An annuity is a payment made to the insured annually. It is a financial product that pays out a fixed stream of payments to an individual, and these financial products are primarily used as an income stream for retirees. It is a contract between you and an insurance company in which you make a lump-sum payment or series of payments and, in return, receives regular disbursements, beginning either immediately or at some point in the future. When an insured under a life policy elects to receive the payment from the life insurance company at a specified rate throughout his life or for some fixed number of years, the sum of money (i.e. stated yearly sum) thus received annually instead of a lump amount is known as an annuity. The period of time when an annuity is being funded and before payouts begin is referred to as the accumulation phase. Examples of annuities are regular deposits to a savings account, monthly home mortgage payments, monthly insurance payments, and pension payments.

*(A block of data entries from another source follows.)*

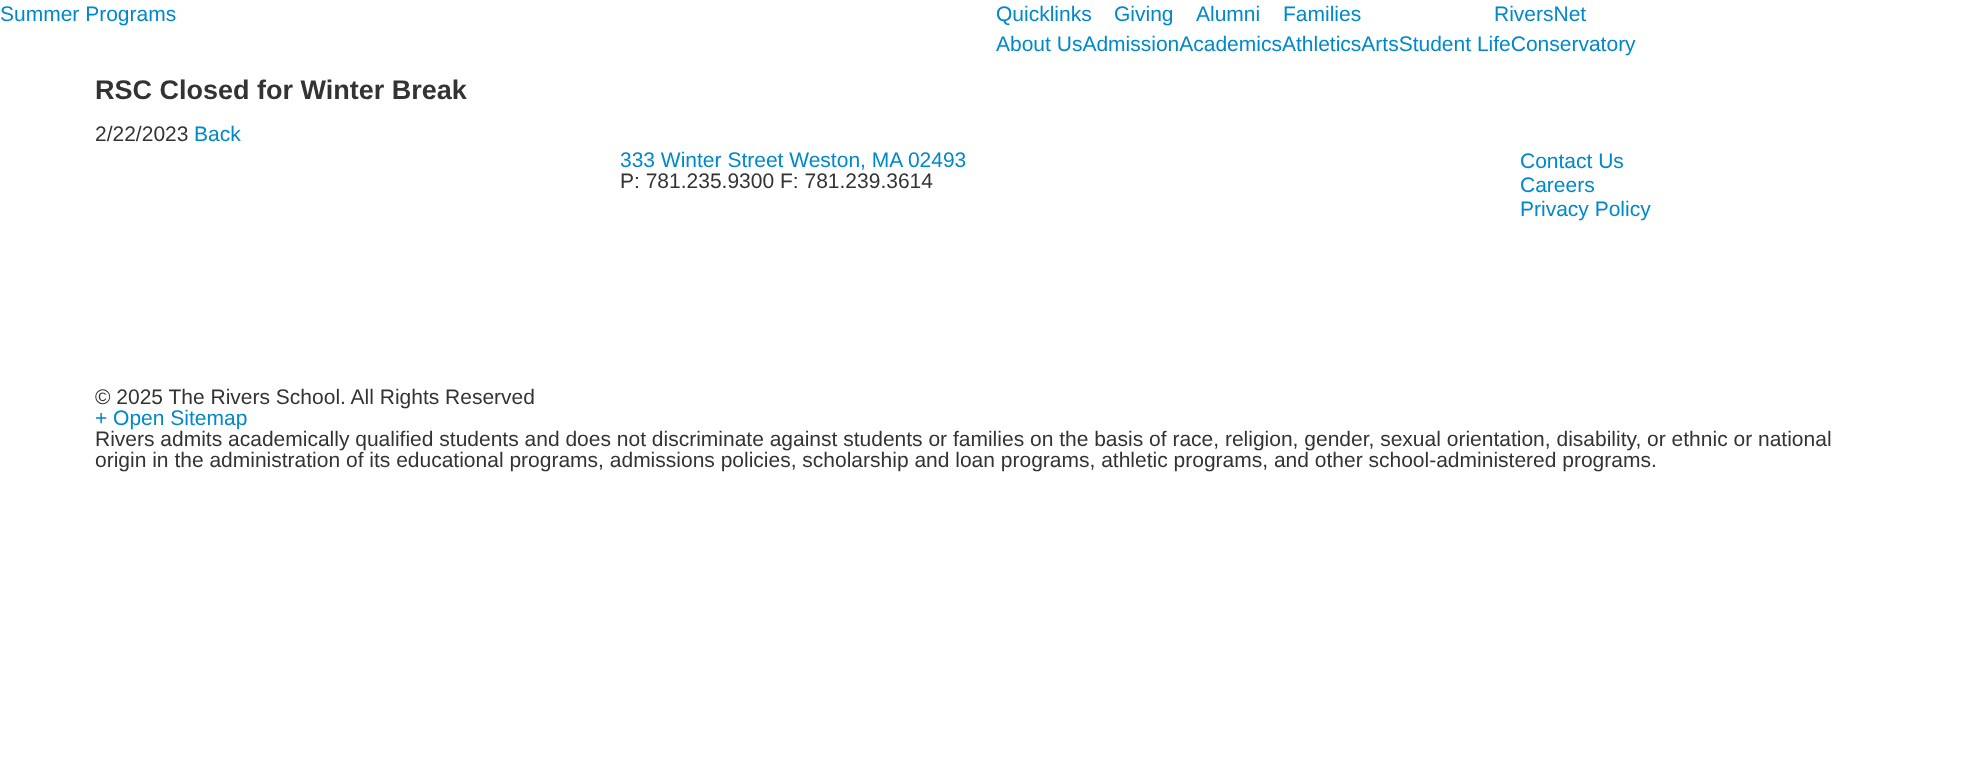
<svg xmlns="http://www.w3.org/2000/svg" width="1966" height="772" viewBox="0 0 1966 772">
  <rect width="100%" height="100%" fill="#fff"/>
  <g font-family="Liberation Sans" font-size="21" fill="#08c">
    <text x="0" y="21">Summer Programs</text>
    <text x="996" y="21">Quicklinks</text>
    <text x="1114" y="21">Giving</text>
    <text x="1196" y="21">Alumni</text>
    <text x="1283" y="21">Families</text>
    <text x="1494" y="21">RiversNet</text>
    <text x="996" y="51">About UsAdmissionAcademicsAthleticsArtsStudent LifeConservatory</text>
  </g>
  <text x="95" y="99" font-family="Liberation Sans" font-size="27" font-weight="bold" fill="#333">RSC Closed for Winter Break</text>
  <text x="95" y="141" font-family="Liberation Sans" font-size="21" fill="#333">2/22/2023</text>
  <g font-family="Liberation Sans" font-size="21" fill="#08c">
    <text x="194" y="141">Back</text>
    <text x="620" y="167">333 Winter Street Weston, MA 02493</text>
  </g>
  <text x="620" y="188" font-family="Liberation Sans" font-size="21" fill="#333">P: 781.235.9300 F: 781.239.3614</text>
  <g font-family="Liberation Sans" font-size="21" fill="#08c">
    <text x="1520" y="168">Contact Us</text>
    <text x="1520" y="192">Careers</text>
    <text x="1520" y="216">Privacy Policy</text>
  </g>
  <text x="95" y="404" font-family="Liberation Sans" font-size="21" fill="#333">© 2025 The Rivers School. All Rights Reserved</text>
  <text x="95" y="425" font-family="Liberation Sans" font-size="21" fill="#08c">+ Open Sitemap</text>
  <g font-family="Liberation Sans" font-size="21" fill="#333">
    <text x="95" y="446">Rivers admits academically qualified students and does not discriminate against students or families on the basis of race, religion, gender, sexual orientation, disability, or ethnic or national</text>
    <text x="95" y="467">origin in the administration of its educational programs, admissions policies, scholarship and loan programs, athletic programs, and other school-administered programs.</text>
  </g>
</svg>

An annuity that provides for payments for the remainder of a person’s lifetime is a life annuity. Defined benefit pensions and Social Security are two examples of lifetime guaranteed annuities that pay retirees a steady cash flow until they pass. They are created and sold by financial institutions, which accept and invest funds from individuals. They can be structured into different kinds of instruments – fixed, variable, immediate, deferred income, that gives investors flexibility. Each type has its own level of risk and payout potential. Fixed annuities pay out a guaranteed amount.
The goal of an annuity is to provide a steady stream of income, typically during retirement. You can purchase an annuity to help grow or protect your retirement savings or to provide you with guaranteed income.